--- SOURCE RECORDS Enclosed Below ---
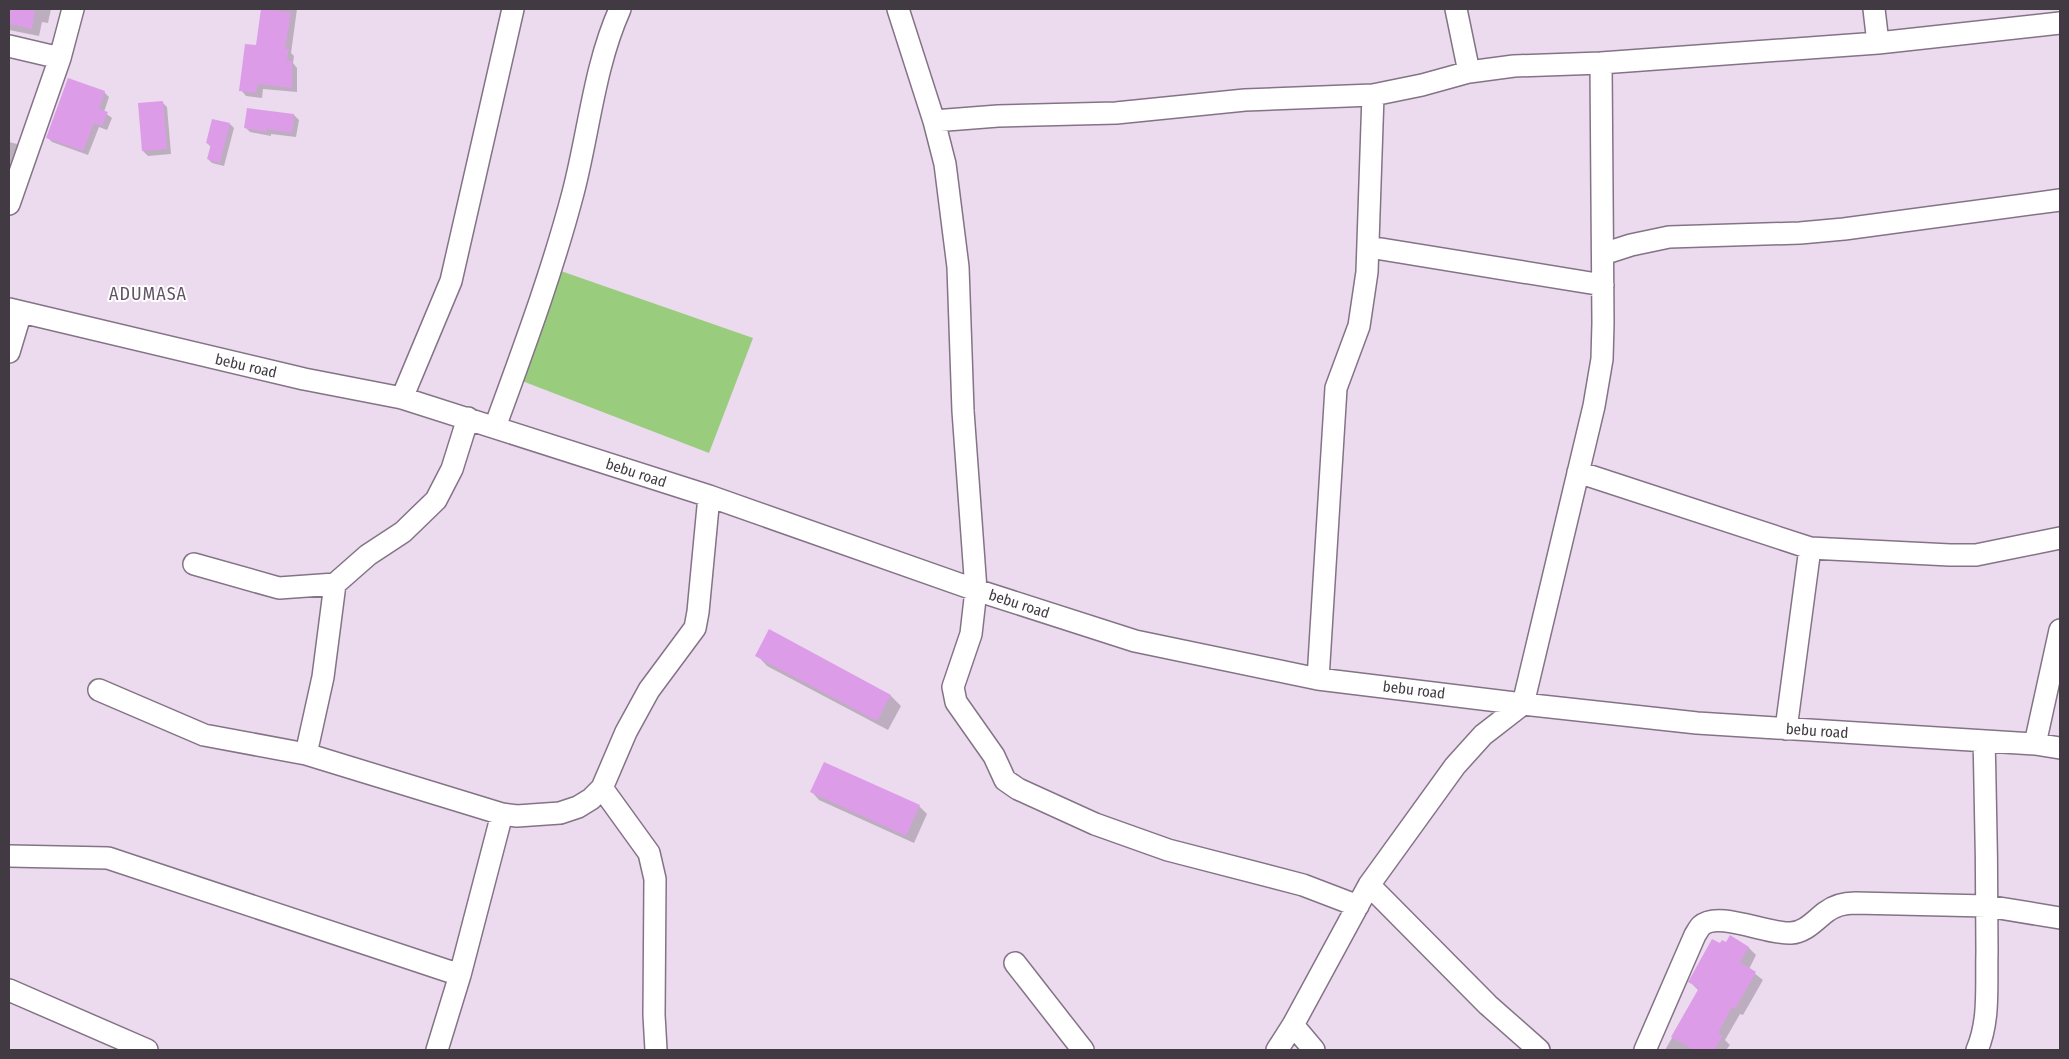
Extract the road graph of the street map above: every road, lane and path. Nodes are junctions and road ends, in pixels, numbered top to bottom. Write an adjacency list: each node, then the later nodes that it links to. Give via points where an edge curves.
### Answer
1 (73, 9): 10 (street)
2 (513, 9): 22 (street, via 451,280)
3 (620, 9): 24 (street, via 606,46 574,190 556,254)
4 (898, 9): 14 (street)
5 (1456, 9): 12 (street)
6 (1874, 9): 8 (street)
7 (2060, 23): 8 (street)
8 (1878, 43): 11 (street)
9 (9, 46): 10 (street)
10 (60, 58): 16 (street)
11 (1601, 63): 12 (street, via 1514,66); 18 (street)
12 (1469, 72): 13 (street)
13 (1373, 95): 14 (street, via 1245,100 1116,113); 17 (street)
14 (934, 121): 31 (street, via 945,164 958,267 963,411)
15 (2060, 200): 18 (street, via 1844,229 1669,237)
16 (9, 204)
17 (1369, 247): 19 (street); 33 (street, via 1359,326 1336,388)
18 (1603, 254): 19 (street)
19 (1603, 285): 25 (street, via 1602,360)
20 (15, 310): 21 (street); 22 (street, bebu road, via 304,379)
21 (9, 352)
22 (402, 398): 23 (street, bebu road)
23 (468, 418): 24 (street, bebu road); 30 (street, via 452,469 436,500 403,532)
24 (495, 427): 26 (street, bebu road)
25 (1578, 472): 28 (street); 35 (street)
26 (709, 496): 31 (street, bebu road); 41 (street, via 695,628 649,690 626,732)
27 (2060, 538): 28 (street, via 1976,555)
28 (1810, 548): 36 (street)
29 (194, 564): 30 (street, via 279,588)
30 (335, 584): 40 (street, via 323,677)
31 (976, 590): 33 (street, bebu road, via 1135,641); 45 (street, via 972,634 952,687 956,702 994,756 1005,780 1095,824 1168,850 1303,885)
32 (2060, 630): 38 (street)
33 (1318, 678): 35 (street, bebu road)
34 (99, 690): 40 (street, via 204,736)
35 (1523, 704): 36 (street, bebu road); 44 (street, via 1483,735 1455,766)
36 (1786, 729): 37 (street, bebu road)
37 (1984, 741): 38 (street, bebu road); 46 (street)
38 (2035, 744): 39 (street, bebu road)
39 (2060, 748)
40 (306, 754): 42 (street)
41 (602, 788): 42 (street, via 578,807 560,813); 54 (street, via 649,853 655,879)
42 (502, 814): 49 (street)
43 (9, 856): 49 (street, via 108,858)
44 (1370, 885): 45 (street); 58 (street, via 1488,1005)
45 (1358, 906): 51 (street)
46 (1987, 906): 47 (street); 59 (street, via 1842,904 1803,930 1792,933 1711,921 1702,925 1695,935); 60 (street, via 1986,1012 1984,1034)
47 (2060, 918)
48 (1015, 964): 55 (street)
49 (460, 975): 53 (street)
50 (9, 990): 52 (street)
51 (1294, 1025): 56 (street); 57 (street)
52 (147, 1050)
53 (437, 1050)
54 (656, 1050)
55 (1083, 1050)
56 (1277, 1050)
57 (1314, 1050)
58 (1539, 1050)
59 (1645, 1050)
60 (1977, 1050)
--- End of Enclosed SOURCE RECORDS ---
◆ WHAT YOU ARE ASKED TO DO ◆
Reproduce the lines above exactly, image-free.

◆ PROBLEM SOLUTION ◆
Extract the road graph of the street map above: every road, lane and path. Nodes are junctions and road ends, in pixels, numbered top to bottom. Write an adjacency list: each node, then the later nodes that it links to. Give via points where an edge curves.
### Answer
1 (73, 9): 10 (street)
2 (513, 9): 22 (street, via 451,280)
3 (620, 9): 24 (street, via 606,46 574,190 556,254)
4 (898, 9): 14 (street)
5 (1456, 9): 12 (street)
6 (1874, 9): 8 (street)
7 (2060, 23): 8 (street)
8 (1878, 43): 11 (street)
9 (9, 46): 10 (street)
10 (60, 58): 16 (street)
11 (1601, 63): 12 (street, via 1514,66); 18 (street)
12 (1469, 72): 13 (street)
13 (1373, 95): 14 (street, via 1245,100 1116,113); 17 (street)
14 (934, 121): 31 (street, via 945,164 958,267 963,411)
15 (2060, 200): 18 (street, via 1844,229 1669,237)
16 (9, 204)
17 (1369, 247): 19 (street); 33 (street, via 1359,326 1336,388)
18 (1603, 254): 19 (street)
19 (1603, 285): 25 (street, via 1602,360)
20 (15, 310): 21 (street); 22 (street, bebu road, via 304,379)
21 (9, 352)
22 (402, 398): 23 (street, bebu road)
23 (468, 418): 24 (street, bebu road); 30 (street, via 452,469 436,500 403,532)
24 (495, 427): 26 (street, bebu road)
25 (1578, 472): 28 (street); 35 (street)
26 (709, 496): 31 (street, bebu road); 41 (street, via 695,628 649,690 626,732)
27 (2060, 538): 28 (street, via 1976,555)
28 (1810, 548): 36 (street)
29 (194, 564): 30 (street, via 279,588)
30 (335, 584): 40 (street, via 323,677)
31 (976, 590): 33 (street, bebu road, via 1135,641); 45 (street, via 972,634 952,687 956,702 994,756 1005,780 1095,824 1168,850 1303,885)
32 (2060, 630): 38 (street)
33 (1318, 678): 35 (street, bebu road)
34 (99, 690): 40 (street, via 204,736)
35 (1523, 704): 36 (street, bebu road); 44 (street, via 1483,735 1455,766)
36 (1786, 729): 37 (street, bebu road)
37 (1984, 741): 38 (street, bebu road); 46 (street)
38 (2035, 744): 39 (street, bebu road)
39 (2060, 748)
40 (306, 754): 42 (street)
41 (602, 788): 42 (street, via 578,807 560,813); 54 (street, via 649,853 655,879)
42 (502, 814): 49 (street)
43 (9, 856): 49 (street, via 108,858)
44 (1370, 885): 45 (street); 58 (street, via 1488,1005)
45 (1358, 906): 51 (street)
46 (1987, 906): 47 (street); 59 (street, via 1842,904 1803,930 1792,933 1711,921 1702,925 1695,935); 60 (street, via 1986,1012 1984,1034)
47 (2060, 918)
48 (1015, 964): 55 (street)
49 (460, 975): 53 (street)
50 (9, 990): 52 (street)
51 (1294, 1025): 56 (street); 57 (street)
52 (147, 1050)
53 (437, 1050)
54 (656, 1050)
55 (1083, 1050)
56 (1277, 1050)
57 (1314, 1050)
58 (1539, 1050)
59 (1645, 1050)
60 (1977, 1050)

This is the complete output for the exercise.